Kind of brings to mind the word "cretinisation," that you'll frequently find in the press, in certain European countries. France, in particular. It's funny how well they recognize the end-product of decades of leftist indoctrination in the US, but don't want it to contaminate their own cultures, leftist though they are.
Hammer, meet Nail.
Papers by Alan Sokal on the "Social Text Affair"
It's certainly worth a look.
LOL, the "Postmodernism Generator," check it out:
http://www.elsewhere.org/cgi-bin/postmodern
Be sure to hit refresh a few times.
Bookmark for later.
Thanks for the link - an excellent overview.

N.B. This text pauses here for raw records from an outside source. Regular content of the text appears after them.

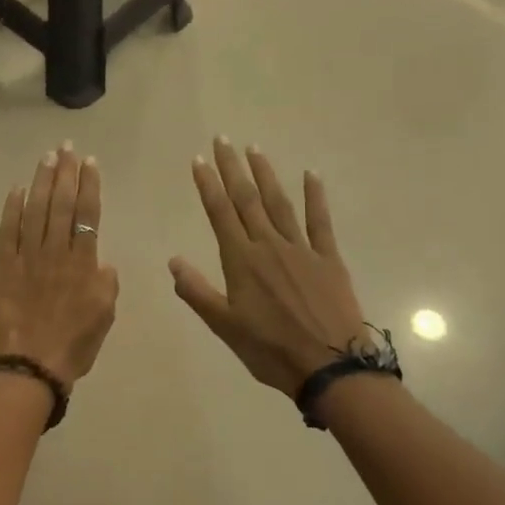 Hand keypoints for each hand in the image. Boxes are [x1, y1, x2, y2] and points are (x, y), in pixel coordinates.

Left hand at [0, 145, 118, 386]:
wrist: (28, 366)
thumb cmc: (72, 346)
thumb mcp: (104, 317)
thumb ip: (106, 284)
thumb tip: (101, 262)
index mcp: (84, 264)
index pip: (88, 215)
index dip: (89, 186)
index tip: (90, 163)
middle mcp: (56, 253)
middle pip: (62, 205)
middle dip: (66, 173)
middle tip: (67, 148)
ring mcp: (26, 257)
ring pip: (36, 211)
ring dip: (42, 182)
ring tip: (47, 158)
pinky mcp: (1, 267)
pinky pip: (7, 231)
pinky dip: (12, 208)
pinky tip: (17, 189)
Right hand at [170, 138, 369, 396]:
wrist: (330, 365)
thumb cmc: (271, 350)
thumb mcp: (225, 326)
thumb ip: (197, 291)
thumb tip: (173, 260)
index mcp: (241, 261)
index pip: (220, 213)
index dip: (208, 185)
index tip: (199, 159)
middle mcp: (269, 245)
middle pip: (247, 199)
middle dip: (233, 168)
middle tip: (223, 140)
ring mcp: (302, 249)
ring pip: (279, 203)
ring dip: (266, 174)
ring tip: (255, 149)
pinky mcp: (328, 258)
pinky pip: (320, 221)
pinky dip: (315, 196)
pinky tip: (311, 174) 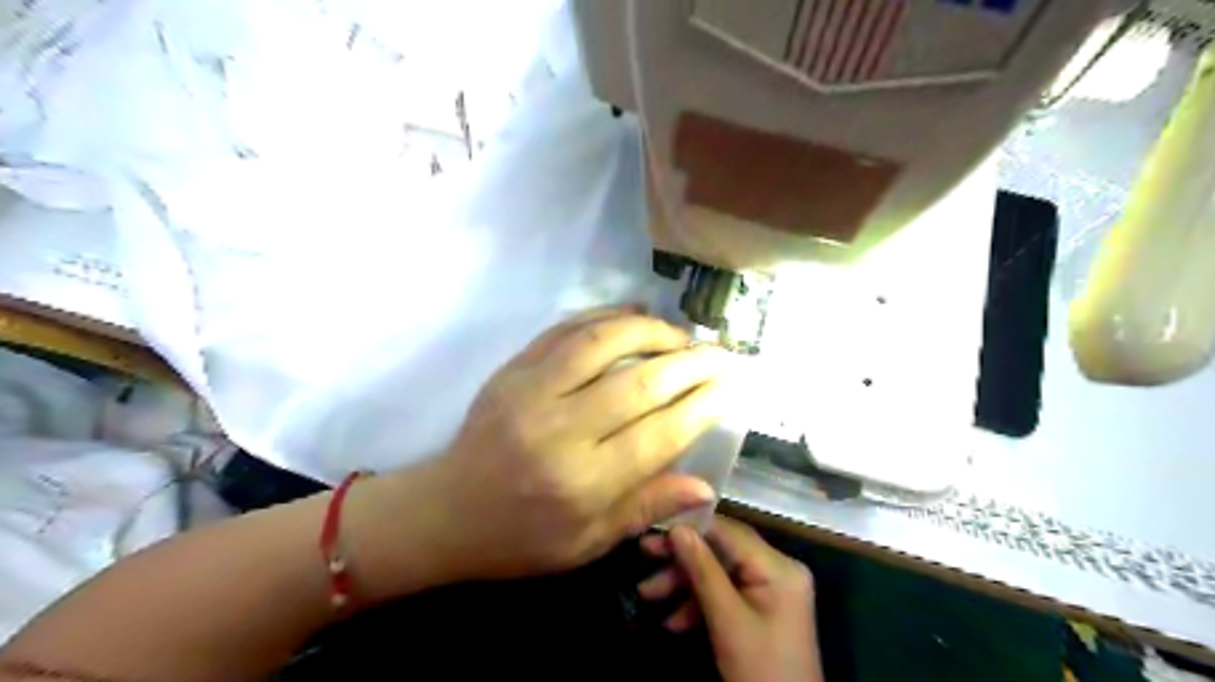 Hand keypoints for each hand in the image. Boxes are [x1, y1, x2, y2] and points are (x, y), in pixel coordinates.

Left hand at [413, 310, 729, 579]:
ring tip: (680, 335)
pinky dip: (605, 316)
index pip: (659, 433)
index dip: (701, 405)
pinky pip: (565, 329)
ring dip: (651, 330)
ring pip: (602, 342)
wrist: (445, 512)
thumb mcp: (586, 543)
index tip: (730, 386)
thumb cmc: (520, 538)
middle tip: (720, 353)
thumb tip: (705, 485)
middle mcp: (560, 430)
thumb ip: (645, 508)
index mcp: (582, 482)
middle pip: (639, 383)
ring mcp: (531, 391)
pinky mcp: (513, 370)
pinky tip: (633, 315)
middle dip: (689, 363)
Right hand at [636, 518, 826, 680]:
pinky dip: (698, 604)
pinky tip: (672, 621)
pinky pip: (725, 594)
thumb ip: (702, 570)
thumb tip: (676, 528)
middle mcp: (777, 569)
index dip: (691, 527)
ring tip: (646, 594)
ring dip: (684, 584)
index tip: (654, 528)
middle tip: (644, 553)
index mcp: (778, 566)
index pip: (729, 532)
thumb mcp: (727, 620)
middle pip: (722, 551)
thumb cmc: (761, 670)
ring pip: (719, 573)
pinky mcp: (760, 608)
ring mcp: (769, 589)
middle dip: (682, 560)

Ayn Rand was saying this back in 1970.
Convenient how he tries to classify Hobbes and Rousseau as non-Enlightenment thinkers. Totalitarianism is modernity par excellence, and many undeniably Enlightenment thinkers, such as Voltarie, were sycophants of the absolutist regimes generated by Modern philosophy, the rejection of religious authority, and the enthronement of religious tolerance this author praises. Democracy itself has retained all the absolutism of a post-medieval monarchy, only there are more people putatively in power.

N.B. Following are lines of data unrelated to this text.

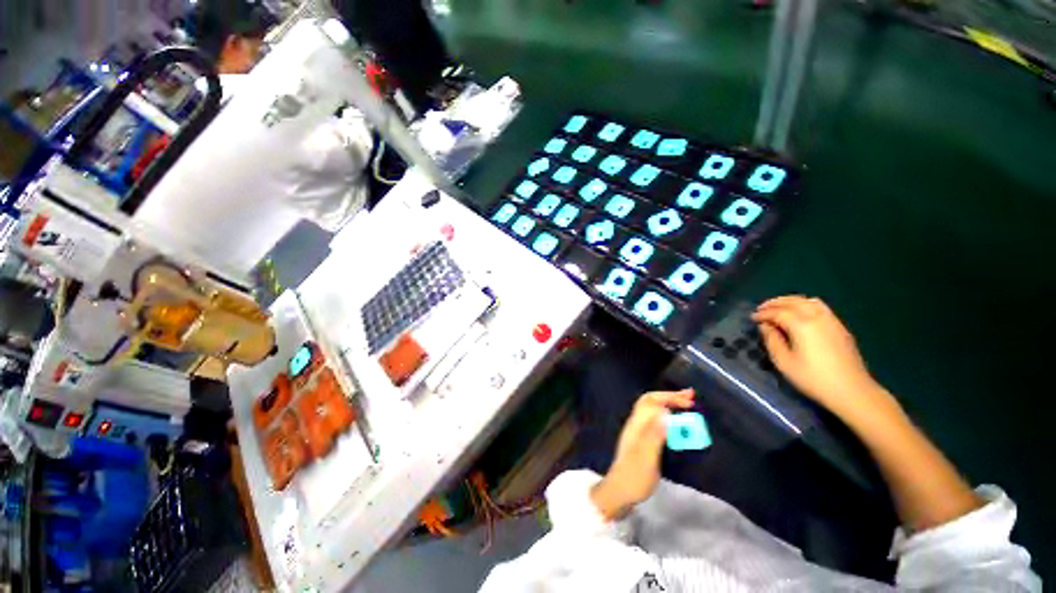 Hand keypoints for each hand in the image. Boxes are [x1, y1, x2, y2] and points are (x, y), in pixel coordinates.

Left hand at [591, 389, 694, 520]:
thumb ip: (654, 434)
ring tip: (686, 404)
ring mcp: (638, 431)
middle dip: (670, 396)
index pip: (652, 401)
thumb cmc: (634, 476)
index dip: (670, 397)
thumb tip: (665, 412)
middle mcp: (636, 423)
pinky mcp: (642, 440)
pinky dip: (667, 415)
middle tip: (690, 396)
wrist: (620, 492)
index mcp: (637, 424)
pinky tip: (676, 421)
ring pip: (653, 410)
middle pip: (651, 401)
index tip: (689, 401)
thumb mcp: (647, 457)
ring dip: (669, 404)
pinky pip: (655, 420)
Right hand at [752, 296, 895, 421]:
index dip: (763, 314)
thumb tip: (765, 326)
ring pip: (808, 301)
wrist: (851, 391)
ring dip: (791, 301)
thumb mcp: (784, 362)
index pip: (778, 312)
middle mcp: (817, 317)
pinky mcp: (840, 327)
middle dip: (775, 303)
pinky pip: (820, 307)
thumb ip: (772, 340)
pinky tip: (800, 314)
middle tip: (762, 308)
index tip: (752, 318)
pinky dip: (805, 304)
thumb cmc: (813, 378)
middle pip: (794, 302)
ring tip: (780, 308)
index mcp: (802, 325)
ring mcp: (831, 321) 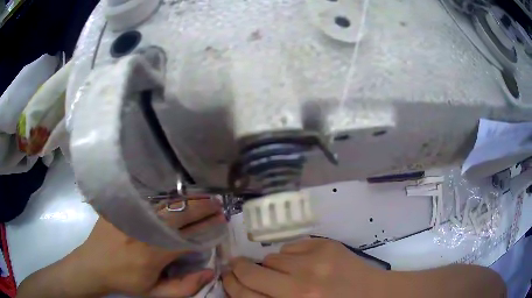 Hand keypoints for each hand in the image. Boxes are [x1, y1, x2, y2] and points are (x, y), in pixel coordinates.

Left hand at [62, 198, 224, 296]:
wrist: (92, 265)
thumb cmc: (125, 281)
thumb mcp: (155, 293)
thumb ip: (185, 287)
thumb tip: (209, 271)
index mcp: (154, 253)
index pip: (190, 237)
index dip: (208, 230)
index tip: (222, 223)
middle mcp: (145, 230)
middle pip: (180, 214)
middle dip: (202, 208)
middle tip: (218, 205)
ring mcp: (131, 215)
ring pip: (165, 203)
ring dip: (187, 200)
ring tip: (203, 197)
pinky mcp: (120, 207)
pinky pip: (147, 198)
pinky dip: (165, 196)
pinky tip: (175, 195)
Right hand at [222, 238, 385, 297]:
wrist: (374, 295)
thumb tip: (244, 286)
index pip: (246, 295)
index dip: (231, 284)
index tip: (226, 276)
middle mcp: (301, 287)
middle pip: (251, 273)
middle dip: (239, 269)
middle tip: (236, 266)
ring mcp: (315, 262)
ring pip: (272, 257)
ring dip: (273, 265)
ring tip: (287, 272)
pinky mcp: (327, 246)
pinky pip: (292, 246)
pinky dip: (292, 255)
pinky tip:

A much better essay is Understanding Traditionalist Conservatism.
A key paragraph:
But to [Russell] Kirk and to the American traditionalists he inspired, liberals ultimately fail to understand the partiality of their principle. Their account of human nature excludes too much of what can be known, and is known, about the human good. Because their principle is simple or reductionist, liberals possess no other principle which can authoritatively limit the eventual application of their principle to all spheres of human life this, despite their proud boast that liberalism differs in kind from all other political theories in refusing for itself a comprehensive conception of the good. Because, for liberalism, the public sphere is limited only by rights, which are the possession only of those great abstractions, individuals, the public sphere in fact extends to all human relations. The homogenization of the whole of the human world on the basis of the contract theory is the dehumanizing threat we ultimately face, made all the more dangerous by the fact that Americas political discourse has lacked any terms which would enable us to recognize the ideological or dogmatic character of liberalism.Also, I think one must be wary of Jacobinism, an ideology for which I suspect this writer would have approving words. Jacobinism is a focus of this review of Claes G. Ryn's America the Virtuous
Oh, one more recommendation: Alisdair MacIntyre's _Three Rival Versions of Moral Enquiry_, a collection of his Gifford Lectures delivered at Edinburgh University, is an excellent introduction to those who think that there are fatal flaws in the Enlightenment project yet don't succumb to flimsy "postmodern" irrationalism.
I think there may be a distinction between Anglo-American Enlightenment thinkers (Locke, Jefferson, et al) and the Europeans, with the former being the fount of classical liberalism, and the latter being the philosophical sources of modern totalitarianism.
Hume, it seems to me, is also a forerunner of the pomo relativism the author decries.